Last year our daughter became engaged, and we began the happy task of preparing for the wedding. At first, we weren’t thinking about the water-to-wine story. But it seemed that as soon as the engagement was announced, dissension and fear descended on the planning process. Conflicts arose over the location, with worries over who might be left out. Old hurts surfaced about other decisions as well, and the potential for new hurts emerged.
My husband, our daughter, and I were committed to seeing this joyous occasion through the lens of prayer—to feeling certain that both the preparations and the event could be entirely free from discord or conflict. We secured our thought of the wedding and marriage in the kingdom of heaven, the divine reality where the harmony, clarity, and peace of infinite Love, God, are supreme. Instead of identifying obstacles as challenges, we looked for divine Love’s harmony at work, embracing every aspect of this event.

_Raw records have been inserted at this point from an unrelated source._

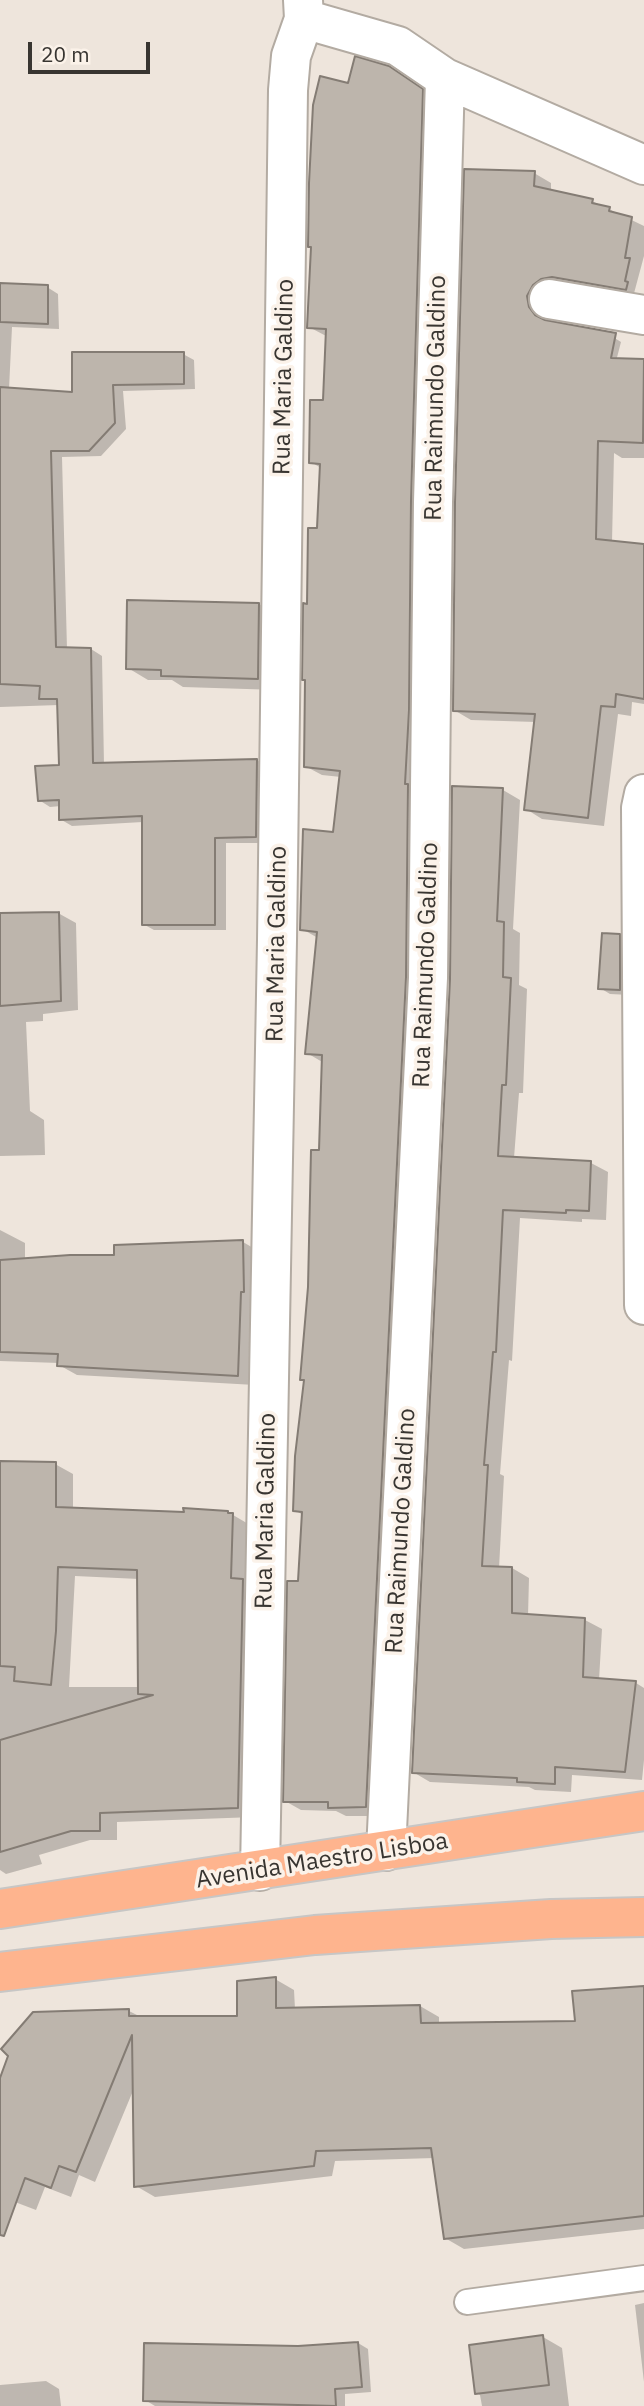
<!DOCTYPE html>
<style>
body{margin:0}
#map{position:relative;width:644px;height:2406px;overflow:hidden;background:#eee5dc;font-family:"IBM Plex Sans",sans-serif}
canvas{display:block}
.scale{position:absolute;left:28px;top:42px;width:122px;height:32px;box-sizing:border-box;border:4px solid #383531;border-top:0;padding-left:9px;font-size:21px;line-height:24px;white-space:nowrap;color:#383531;-webkit-text-stroke:5px #fbf2e9;paint-order:stroke}
</style>
<div id="map">
<canvas width="644" height="2406"></canvas>
<div class="scale">20 m</div>
</div>
<script>
const context = document.querySelector('canvas').getContext('2d');
context.lineJoin = 'round';
function fillPath(path, color) { context.fillStyle = color; context.fill(path, 'evenodd'); }
const toPath = rows => new Path2D(rows.map(r => 'M' + r).join(''));
function strokePath(path, color, width, dash) { context.strokeStyle = color; context.lineWidth = width; context.lineCap = dash ? 'butt' : 'round'; context.setLineDash(dash || []); context.stroke(path); }
function write(font, color, halo, rows, align = 'center') {
  context.font = font + ' "IBM Plex Sans",sans-serif'; context.lineWidth = 7; context.setLineDash([]); context.textBaseline = 'middle'; context.strokeStyle = halo; context.fillStyle = color; for (const [text, x, y, turn = 0] of rows) {
    context.save(); context.translate(x, y); context.rotate((+turn || 0) * Math.PI / 180); context.textAlign = isNaN(turn) ? turn : align; if (halo) context.strokeText(text, 0, 0); context.fillText(text, 0, 0); context.restore();
  }
}
const shadow = toPath([
 [405,78,439,100,382,1816,346,1816,336,1811,301,1810,285,1801,303,1515,295,1510,320,1152,324,1063,307,1053,318,938,302,929,335,834,341,777,322,775,305,766,308,605,319,530,321,468,311,462,325,402,328,337,309,327,349,85],
 [534,173,551,183,551,192,592,201,644,226,644,256,633,297,543,306,545,318,548,323,605,332,621,342,598,431,614,441,644,366,644,458,622,458,614,453,612,542,644,546,644,704,632,702,631,716,618,714,604,826,542,819,526,809,536,722,471,720,454,710],
 [0,285,47,287,58,294,59,329,12,327,9,389,74,394,183,354,194,360,195,389,123,391,126,429,101,456,62,457,67,649,91,649,102,656,104,765,257,760,268,767,267,843,226,843,226,930,154,930,143,924,143,822,72,826,60,819,61,806,50,807,39,800,61,766,59,705,0,707],
 [128,602,259,604,279,616,278,690,183,687,172,680,148,680,128,668],
 [454,788,503,790,520,800,513,929,520,933,519,985,527,989,523,1093,519,1093,514,1158,591,1163,608,1172,606,1220,582,1219,582,1222,520,1218,512,1361,509,1360,500,1474,504,1476,499,1568,512,1568,529,1578,528,1616,585,1620,602,1629,599,1680,636,1683,644,1688,644,1760,642,1780,572,1775,571,1792,535,1790,529,1787,430,1782,413,1772,452,979],
 [58,913,76,923,78,1010,43,1014,43,1021,26,1022,30,1111,44,1120,45,1155,0,1156,0,915],
 [619,936,630,942,630,995,610,994,600,988],
 [0,1230,25,1243,25,1260,116,1256,243,1242,260,1252,255,1385,77,1375,59,1365,59,1363,0,1361],
 [0,1463,55,1464,73,1474,73,1509,186,1513,228,1512,250,1525,255,1817,117,1822,117,1840,90,1840,39,1855,42,1864,6,1874,0,1870],
 [75,1576,139,1579,140,1687,69,1687],
 [275,1979,294,1990,295,2009,420,2006,439,2017,439,2025,577,2023,644,1988,644,2229,464,2249,445,2238,434,2158,335,2161,332,2176,155,2197,136,2186,135,2086,95,2182,79,2175,71,2197,45,2187,36,2210,15,2202,0,2208,0,2083,129,2011,141,2017,239,2017],
 [644,2303,644,2382,635,2305],
 [543,2337,562,2348,569,2406,482,2406,480,2395,477,2393],
 [358,2343,368,2349,371,2392,345,2394,345,2406,155,2406,145,2400,298,2348],
 [46,2381,59,2389,61,2406,0,2406,0,2385]
]);
const building = toPath([
 [355,56,389,66,423,89,411,501,409,710,405,784,408,784,406,977,366,1807,328,1808,328,1802,283,1802,287,1581,298,1581,302,1512,293,1511,295,1456,304,1380,300,1380,308,1287,311,1150,319,1150,322,1055,305,1054,317,932,300,930,303,829,333,832,340,771,304,767,305,680,302,680,303,603,307,604,308,528,317,528,320,464,309,463,310,400,323,400,326,329,307,328,311,247,308,247,309,183,313,105,320,76,348,83,355,56],
 [464,169,535,171,534,186,593,199,592,203,610,207,609,211,632,217,625,258,630,258,625,281,628,282,626,290,552,277,541,279,533,285,527,296,529,307,535,315,545,320,616,333,611,358,644,359,643,443,598,441,596,539,644,544,644,699,616,694,615,707,601,706,588,818,524,810,535,714,453,711,455,502,464,169],
 [0,283,48,285,48,324,0,322,0,283],
 [72,352,184,352,184,384,113,385,115,423,89,451,51,451,56,647,91,648,93,763,257,759,256,837,215,838,215,925,142,925,142,816,59,820,59,800,38,801,35,766,59,765,57,699,39,699,40,686,0,684,0,387,72,392,72,352],
 [127,600,259,603,258,679,161,676,161,670,126,669,127,600],
 [452,786,503,788,497,921,504,922,503,977,511,978,506,1085,502,1085,498,1156,591,1161,589,1211,566,1210,566,1213,503,1210,496,1352,493,1352,484,1465,488,1465,482,1566,512,1567,512,1613,585,1618,583,1677,636,1681,625,1772,555,1767,555,1784,517,1782,517,1778,412,1773,450,979,452,786],
 [59,912,61,1001,0,1006,0,913,59,912],
 [602,933,620,934,620,990,598,989,602,933],
 [243,1240,244,1292,241,1292,238,1376,57,1366,58,1354,0,1352,0,1260,70,1255,114,1255,114,1245,243,1240],
 [0,1461,56,1462,56,1507,184,1512,183,1508,228,1511,228,1513,233,1513,231,1578,243,1579,238,1808,100,1813,100,1831,71,1831,0,1852,0,1740,153,1695,138,1694,137,1570,58,1567,56,1631,51,1685,14,1681,15,1667,0,1666,0,1461],
 [276,1977,276,2008,420,2005,421,2023,575,2021,572,1991,644,1986,644,2216,444,2239,431,2148,316,2151,314,2166,134,2187,132,2035,76,2172,59,2166,51,2188,25,2178,4,2236,0,2235,0,2078,8,2056,1,2049,33,2012,129,2009,129,2016,237,2016,237,1981,276,1977],
 [543,2335,549,2385,475,2394,469,2345,543,2335],
 [358,2342,362,2387,335,2389,336,2406,143,2401,144,2343,298,2346,358,2342]
]);
const service = toPath([
 [467,2302,644,2278]
]);
const minor = toPath([
 [304,19,398,46,445,78,644,165],
 [549,299,644,315],
 [644,794,641,808,644,1305],
 [386,1851,428,978,433,502,445,78],
 [260,1871,277,940,288,90,291,56,304,19,303,0]
]);
const trunk = toPath([
 [0,1909,644,1811],
 [0,1972,315,1935,551,1919,644,1917]
]);
const streetNames = [
 ["Rua Maria Galdino",284,377,-89],
 ["Rua Raimundo Galdino",436,398,-89],
 ["Rua Maria Galdino",277,944,-89],
 ["Rua Raimundo Galdino",426,965,-88],
 ["Rua Maria Galdino",266,1511,-89],
 ["Rua Raimundo Galdino",401,1531,-87],
 ["Avenida Maestro Lisboa",322,1861,-9]
];
fillPath(shadow, '#0003');
fillPath(building, '#bdb5ac');
strokePath(building, '#847c74', 2);
strokePath(service, '#b3aba2', 28);
strokePath(minor, '#b3aba2', 42);
strokePath(trunk, '#c7c6c5', 42);
strokePath(service, '#fff', 24);
strokePath(minor, '#fff', 38);
strokePath(trunk, '#feb48e', 38);
write('24px', '#383531', '#fbf2e9', streetNames);
</script>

We asked ourselves, for instance, about the holy motive behind this event. A wedding, like the marriage it initiates, is dedicated to commitment, sharing, and unity. It includes the pledging of support between two people in marriage and the joining of families, and encourages a path of progress. We pondered these statements from Science and Health: “Marriage is the legal and moral provision for generation among human kind” and “Marriage should improve the human species, becoming a barrier against vice, a protection to woman, strength to man, and a centre for the affections” (pp. 56, 60). These wise declarations uplifted and infused our sense of the marriage—and wedding—with a deep and certain peace and love.

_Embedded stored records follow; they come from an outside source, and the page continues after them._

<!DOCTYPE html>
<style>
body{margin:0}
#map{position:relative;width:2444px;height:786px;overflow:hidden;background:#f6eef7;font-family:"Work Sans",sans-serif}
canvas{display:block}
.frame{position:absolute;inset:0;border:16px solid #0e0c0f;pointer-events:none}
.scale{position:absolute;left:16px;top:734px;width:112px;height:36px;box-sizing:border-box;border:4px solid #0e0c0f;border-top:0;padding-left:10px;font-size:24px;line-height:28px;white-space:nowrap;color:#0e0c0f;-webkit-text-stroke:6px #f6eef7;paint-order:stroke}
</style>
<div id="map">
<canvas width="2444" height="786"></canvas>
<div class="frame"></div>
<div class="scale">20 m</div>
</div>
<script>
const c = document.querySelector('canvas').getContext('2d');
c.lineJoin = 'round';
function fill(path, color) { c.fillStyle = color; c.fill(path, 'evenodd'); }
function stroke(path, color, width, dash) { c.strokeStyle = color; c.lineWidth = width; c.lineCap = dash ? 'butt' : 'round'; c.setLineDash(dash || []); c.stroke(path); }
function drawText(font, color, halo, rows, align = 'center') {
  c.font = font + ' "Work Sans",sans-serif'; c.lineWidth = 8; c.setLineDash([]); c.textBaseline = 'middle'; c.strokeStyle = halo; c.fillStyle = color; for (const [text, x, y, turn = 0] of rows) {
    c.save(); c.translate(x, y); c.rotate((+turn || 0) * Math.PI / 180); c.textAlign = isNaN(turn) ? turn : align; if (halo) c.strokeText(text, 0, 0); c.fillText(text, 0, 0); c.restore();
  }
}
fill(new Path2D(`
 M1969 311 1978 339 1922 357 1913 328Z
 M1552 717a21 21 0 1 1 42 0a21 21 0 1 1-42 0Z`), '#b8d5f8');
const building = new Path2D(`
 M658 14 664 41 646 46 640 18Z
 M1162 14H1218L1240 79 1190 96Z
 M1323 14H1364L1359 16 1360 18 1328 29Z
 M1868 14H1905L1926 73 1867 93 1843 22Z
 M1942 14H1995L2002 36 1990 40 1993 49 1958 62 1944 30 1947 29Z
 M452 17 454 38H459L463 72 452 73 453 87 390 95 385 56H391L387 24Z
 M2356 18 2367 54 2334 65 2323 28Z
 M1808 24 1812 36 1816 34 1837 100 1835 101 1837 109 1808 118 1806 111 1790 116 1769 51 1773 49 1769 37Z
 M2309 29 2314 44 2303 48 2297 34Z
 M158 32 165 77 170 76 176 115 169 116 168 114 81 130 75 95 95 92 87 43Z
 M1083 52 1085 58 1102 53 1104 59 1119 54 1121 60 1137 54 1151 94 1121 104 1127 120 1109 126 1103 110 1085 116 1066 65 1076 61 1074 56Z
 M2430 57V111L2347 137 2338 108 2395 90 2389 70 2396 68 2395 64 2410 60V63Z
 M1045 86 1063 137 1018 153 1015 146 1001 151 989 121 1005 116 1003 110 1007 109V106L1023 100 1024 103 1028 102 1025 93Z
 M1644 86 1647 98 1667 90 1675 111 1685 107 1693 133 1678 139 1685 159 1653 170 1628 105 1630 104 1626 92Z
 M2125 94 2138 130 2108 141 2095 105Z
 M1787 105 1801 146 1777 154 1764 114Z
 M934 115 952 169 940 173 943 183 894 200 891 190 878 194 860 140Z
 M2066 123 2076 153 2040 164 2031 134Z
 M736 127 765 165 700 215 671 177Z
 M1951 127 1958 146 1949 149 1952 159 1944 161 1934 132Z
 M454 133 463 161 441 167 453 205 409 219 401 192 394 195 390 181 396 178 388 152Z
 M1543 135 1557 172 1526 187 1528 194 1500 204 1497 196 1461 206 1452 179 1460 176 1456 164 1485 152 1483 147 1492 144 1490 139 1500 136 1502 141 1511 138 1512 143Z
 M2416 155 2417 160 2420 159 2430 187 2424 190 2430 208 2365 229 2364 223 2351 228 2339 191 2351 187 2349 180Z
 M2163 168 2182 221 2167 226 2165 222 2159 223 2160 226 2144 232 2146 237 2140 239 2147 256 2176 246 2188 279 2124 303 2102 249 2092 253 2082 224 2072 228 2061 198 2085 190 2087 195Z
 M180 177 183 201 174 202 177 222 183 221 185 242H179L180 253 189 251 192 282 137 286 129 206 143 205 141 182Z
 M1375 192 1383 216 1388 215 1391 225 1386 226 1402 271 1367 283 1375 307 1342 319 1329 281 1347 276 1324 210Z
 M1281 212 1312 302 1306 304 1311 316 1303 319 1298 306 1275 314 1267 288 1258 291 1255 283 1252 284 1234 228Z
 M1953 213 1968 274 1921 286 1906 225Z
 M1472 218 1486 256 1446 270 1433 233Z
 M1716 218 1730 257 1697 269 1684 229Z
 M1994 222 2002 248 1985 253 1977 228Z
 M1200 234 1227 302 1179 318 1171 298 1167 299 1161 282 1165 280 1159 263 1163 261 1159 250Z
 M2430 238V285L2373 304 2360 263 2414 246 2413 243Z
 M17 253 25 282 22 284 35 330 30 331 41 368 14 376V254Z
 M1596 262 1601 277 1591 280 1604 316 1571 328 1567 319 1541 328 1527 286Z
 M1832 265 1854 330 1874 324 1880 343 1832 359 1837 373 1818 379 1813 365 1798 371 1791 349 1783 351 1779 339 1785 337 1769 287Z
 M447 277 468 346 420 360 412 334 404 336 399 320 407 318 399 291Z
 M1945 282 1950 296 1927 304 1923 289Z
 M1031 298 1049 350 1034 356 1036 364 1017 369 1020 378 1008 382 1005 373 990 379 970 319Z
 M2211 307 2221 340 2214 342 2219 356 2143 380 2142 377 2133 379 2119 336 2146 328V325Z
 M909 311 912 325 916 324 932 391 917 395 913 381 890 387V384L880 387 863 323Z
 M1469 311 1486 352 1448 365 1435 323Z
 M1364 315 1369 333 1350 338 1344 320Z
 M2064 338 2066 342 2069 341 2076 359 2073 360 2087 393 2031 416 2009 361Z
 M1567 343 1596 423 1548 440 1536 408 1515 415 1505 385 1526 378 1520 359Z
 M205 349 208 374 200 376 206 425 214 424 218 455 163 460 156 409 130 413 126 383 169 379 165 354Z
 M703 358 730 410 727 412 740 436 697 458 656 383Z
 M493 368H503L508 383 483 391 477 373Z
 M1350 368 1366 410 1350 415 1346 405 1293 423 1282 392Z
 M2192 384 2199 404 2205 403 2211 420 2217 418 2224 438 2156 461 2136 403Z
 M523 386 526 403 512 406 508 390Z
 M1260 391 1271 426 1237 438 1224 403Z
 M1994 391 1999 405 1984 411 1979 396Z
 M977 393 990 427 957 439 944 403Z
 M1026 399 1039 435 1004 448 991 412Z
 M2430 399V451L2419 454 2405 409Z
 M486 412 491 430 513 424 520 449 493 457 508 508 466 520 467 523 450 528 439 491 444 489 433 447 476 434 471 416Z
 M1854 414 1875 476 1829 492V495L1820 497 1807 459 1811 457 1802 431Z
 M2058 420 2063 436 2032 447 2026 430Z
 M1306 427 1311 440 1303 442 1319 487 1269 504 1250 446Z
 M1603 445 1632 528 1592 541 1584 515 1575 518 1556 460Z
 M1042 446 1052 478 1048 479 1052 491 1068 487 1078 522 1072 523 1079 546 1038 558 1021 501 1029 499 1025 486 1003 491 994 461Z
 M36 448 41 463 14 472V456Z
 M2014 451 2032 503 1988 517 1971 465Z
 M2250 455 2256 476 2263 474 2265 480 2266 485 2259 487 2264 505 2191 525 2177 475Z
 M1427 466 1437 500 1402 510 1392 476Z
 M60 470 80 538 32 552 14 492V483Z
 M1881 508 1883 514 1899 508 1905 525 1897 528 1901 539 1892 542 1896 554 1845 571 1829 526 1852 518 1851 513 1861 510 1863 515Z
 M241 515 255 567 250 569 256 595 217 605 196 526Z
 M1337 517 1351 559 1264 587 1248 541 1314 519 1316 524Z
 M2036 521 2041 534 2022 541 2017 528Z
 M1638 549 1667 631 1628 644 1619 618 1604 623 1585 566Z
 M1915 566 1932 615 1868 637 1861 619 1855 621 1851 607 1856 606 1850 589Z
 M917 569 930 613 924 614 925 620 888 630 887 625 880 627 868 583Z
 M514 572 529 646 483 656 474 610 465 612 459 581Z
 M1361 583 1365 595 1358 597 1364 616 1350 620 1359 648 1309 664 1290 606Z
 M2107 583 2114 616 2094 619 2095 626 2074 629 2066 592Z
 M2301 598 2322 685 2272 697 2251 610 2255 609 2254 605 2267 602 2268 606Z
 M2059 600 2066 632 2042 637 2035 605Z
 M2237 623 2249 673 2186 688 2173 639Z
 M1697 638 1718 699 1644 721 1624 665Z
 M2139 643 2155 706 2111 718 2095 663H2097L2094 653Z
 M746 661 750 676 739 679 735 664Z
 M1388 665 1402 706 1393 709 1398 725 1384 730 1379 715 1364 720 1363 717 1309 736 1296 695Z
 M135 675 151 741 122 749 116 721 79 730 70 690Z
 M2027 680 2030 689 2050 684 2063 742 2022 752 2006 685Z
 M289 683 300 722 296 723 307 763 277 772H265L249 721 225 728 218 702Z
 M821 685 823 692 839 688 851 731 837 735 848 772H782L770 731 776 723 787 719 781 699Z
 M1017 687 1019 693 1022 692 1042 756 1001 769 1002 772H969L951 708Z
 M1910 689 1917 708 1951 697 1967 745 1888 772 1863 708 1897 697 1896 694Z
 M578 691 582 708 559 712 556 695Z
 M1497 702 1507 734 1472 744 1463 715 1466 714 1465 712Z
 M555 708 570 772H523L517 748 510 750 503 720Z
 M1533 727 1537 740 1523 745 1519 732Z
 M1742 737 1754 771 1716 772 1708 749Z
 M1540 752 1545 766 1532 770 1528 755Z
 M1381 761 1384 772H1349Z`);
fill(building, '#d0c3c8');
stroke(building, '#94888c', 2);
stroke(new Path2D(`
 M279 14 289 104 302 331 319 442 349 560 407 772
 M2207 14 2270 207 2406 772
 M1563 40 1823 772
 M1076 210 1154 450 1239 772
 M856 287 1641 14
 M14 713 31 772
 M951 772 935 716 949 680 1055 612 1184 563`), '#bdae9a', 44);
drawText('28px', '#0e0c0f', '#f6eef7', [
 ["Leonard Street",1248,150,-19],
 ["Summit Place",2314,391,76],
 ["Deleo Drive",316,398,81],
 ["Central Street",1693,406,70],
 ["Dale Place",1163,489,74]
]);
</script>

With this thought shift, solutions came to light, greater harmony was evidenced, and the way forward was clear.
As we prayed to embrace a higher, more spiritual view of the planning, the wedding, and the family time together, we found our thoughts changing from water into wine—from mere human planning to spiritual inspiration. Rather than settling for compromises (the mundane, mortal view of a half-full glass), we reminded ourselves that God’s will is good and provides a solution for every problem. With this thought shift, solutions came to light, greater harmony was evidenced, and the way forward was clear.
Our daughter reasoned this way when, at a crucial moment during the rehearsal, her car keys were nowhere to be found. As she reached out in prayer to feel the leading of Love, the keys were quickly located. Then, on the day of the wedding, she called to say she was feeling a migraine coming on and asked us to pray for her. Gaining a diviner outlook, we could see that turmoil, fear, and stress had no place in God’s loving care. That’s where every good activity takes place, so the day was already filled with the substance of God as Spirit. Within the hour, she was feeling fine.
Changing water into wine speaks to a powerful truth about thought—and about spiritual reality. We can decide not to accept discord or lack or ill health. We can ask ourselves what immortal Love is knowing, what infinite Spirit is recognizing, what intelligent divine Mind has planned. This frees us to comprehend the scene from God’s perspective, to let divine Truth and Love govern our thinking, and to experience healing as a sure result.
Science and Health offers this prayer: “May Christ, Truth, be present at every bridal altar to turn the water into wine and to give to human life an inspiration by which man’s spiritual and eternal existence may be discerned” (p. 65). Isn’t this what we want all the time—at weddings and everywhere? As we discern more of our “spiritual and eternal existence,” disagreeable situations are transformed into evidence of abundant good. Lemons become lemonade, the glass is filled, the water is changed to wine.